O mecanismo proposto pela B3 prevê “que as companhias brasileiras tenham ao menos uma mulher e um integrante de comunidade minorizada (pessoas pretas ou pardas, integrantes da comunidade LGBTQIA+ ou pessoas com deficiência) em seu conselho de administração ou diretoria estatutária”. O critério para todos os casos será a autodeclaração, e a empresa pode eleger um mesmo membro que acumule as duas características, ou seja, a eleição de uma mulher negra cumpriria a exigência.

De acordo com um relatório da B3, 60% das 423 companhias listadas na bolsa neste ano não têm nenhuma mulher entre seus diretores estatutários e 37% não contam com participação feminina no conselho de administração. A base de dados reportada pelas empresas não inclui informações sobre raça.

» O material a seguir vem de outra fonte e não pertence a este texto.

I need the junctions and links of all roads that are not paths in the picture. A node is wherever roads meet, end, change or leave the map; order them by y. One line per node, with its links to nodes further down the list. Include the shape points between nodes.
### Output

“Entendemos como papel da B3 também ajudar a induzir mudanças e avanços no mercado financeiro. O tema da diversidade é um dos que precisamos priorizar, e acreditamos que a implantação das melhores práticas deve ocorrer de maneira progressiva, com prazos que permitam a necessária evolução da diversidade dentro das companhias. Mesmo na questão da participação feminina, que a sociedade debate há mais tempo, constata-se que grande parte das empresas listadas ainda não possui nenhuma mulher em suas diretorias estatutárias e conselhos de administração”, afirma a vice-presidente de Operações da B3, Viviane Basso.

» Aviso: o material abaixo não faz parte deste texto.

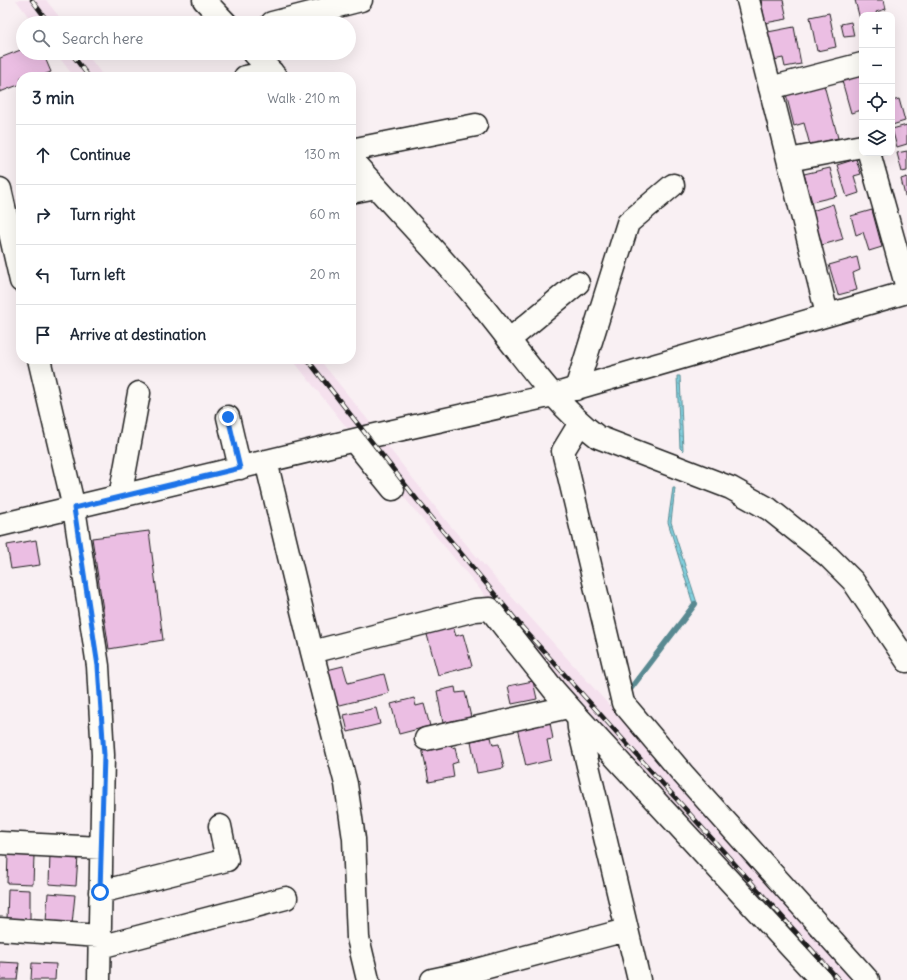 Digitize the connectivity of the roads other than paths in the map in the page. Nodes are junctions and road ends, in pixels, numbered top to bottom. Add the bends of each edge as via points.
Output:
1 (204, 0) edge
2 (361, 0) edge
3 (748, 0) edge
4 (219, 16) edge
5 (299, 16) edge
6 (261, 60) edge
7 (859, 65) edge
8 (272, 72) edge
9 (770, 88) junction
10 (476, 124) dead end
11 (859, 147) edge
12 (356, 149) edge
13 (869, 156) edge
14 (789, 160) junction
15 (356, 165) edge
16 (673, 185) dead end
17 (376, 187) junction
18 (356, 191) edge
19 (0, 194) edge
20 (14, 223) edge
21 (16, 240) edge
22 (578, 283) dead end
23 (907, 288) edge
24 (907, 292) edge
25 (827, 314) junction
26 (509, 340) junction
27 (40, 364) edge
28 (576, 389) junction
29 (139, 393) dead end
30 (553, 395) junction
31 (228, 417) dead end
32 (580, 423) junction
33 (354, 441) junction
34 (266, 461) junction
35 (240, 468) junction
36 (393, 489) dead end
37 (123, 496) junction
38 (74, 508) junction
39 (0, 525) edge
40 (312, 652) junction
41 (907, 661) edge
42 (573, 712) junction
43 (426, 739) dead end
44 (220, 826) dead end
45 (0, 843) edge
46 (101, 848) junction
47 (100, 892) junction
48 (286, 898) dead end
49 (0, 929) edge
50 (626, 930) junction
51 (100, 942) junction
52 (470, 976) edge
53 (99, 980) edge
54 (368, 980) edge
55 (432, 980) edge
56 (639, 980) edge
57 (821, 980) edge
58 (868, 980) edge

1 - 4 street
2 - 5 street
3 - 9 street
6 - 8 street
7 - 9 street
9 - 14 street
10 - 12 street
11 - 14 street
13 - 23 street
14 - 25 street
15 - 17 street
16 - 28 street via 628,223
17 - 18 street
17 - 26 street via 432,248
19 - 20 street
20 - 21 street
22 - 26 street
24 - 25 street
25 - 28 street
26 - 30 street
27 - 38 street
28 - 30 street
29 - 37 street via 122,486
30 - 32 street
30 - 33 street
31 - 35 street
32 - 41 street via 598,437 730,488 769,509 828,556 853,581
32 - 58 street via 563,451 623,703 688,780
33 - 34 street
33 - 36 street
34 - 35 street
34 - 40 street
35 - 37 street
37 - 38 street
38 - 39 street
38 - 46 street via 98,666 104,755
40 - 42 street via 475,610 490,609
40 - 54 street via 346,784 354,839 358,938
42 - 43 street
42 - 50 street via 579,728
42 - 57 street
44 - 47 street via 226,860
45 - 46 street
46 - 47 street
47 - 51 street
48 - 51 street
49 - 51 street
50 - 52 street
50 - 56 street
51 - 53 street
52 - 55 street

A iniciativa da bolsa brasileira se inspira em mudanças nas normas de listagem do Reino Unido e das bolsas de Nasdaq (EUA), Austrália, Hong Kong, Tóquio e Singapura. A participação de mulheres na alta liderança foi uma preocupação encontrada pela B3 em todas elas, enquanto as regras de diversidade, envolvendo âmbitos como nacionalidade, raça e orientação sexual, foram adotadas por uma parte das analisadas. “As medidas propostas seguem a tendência internacional de indução de maior diversidade no mercado financeiro e precisarão ser adotadas em prazos mais curtos quando comparadas a iniciativas semelhantes anunciadas por outras bolsas e órgãos reguladores ao redor do mundo”, afirma a B3 em comunicado.

Opinião de quem investe 

Sócio-fundador da Liberta Investimentos e de outras empresas que oferecem serviços no mercado financeiro, o empreendedor Leandro Ruschel é um crítico da iniciativa da B3, que considera “muito negativa, não só para o mercado, mas para a sociedade”. "O mercado é promotor de prosperidade e crescimento econômico para todos, porque é baseado na livre iniciativa e na concorrência. Qualquer pessoa é livre para iniciar e administrar um negócio. O objetivo principal das corporações sempre foi gerar lucro e, através disso, oferecer melhores produtos e serviços, por menores preços, em ambiente de livre concorrência. Quando se abandona esse modelo de sucesso para adotar decisões políticas que interferem nesse objetivo, passa-se a ter menos prosperidade para a sociedade”, explica.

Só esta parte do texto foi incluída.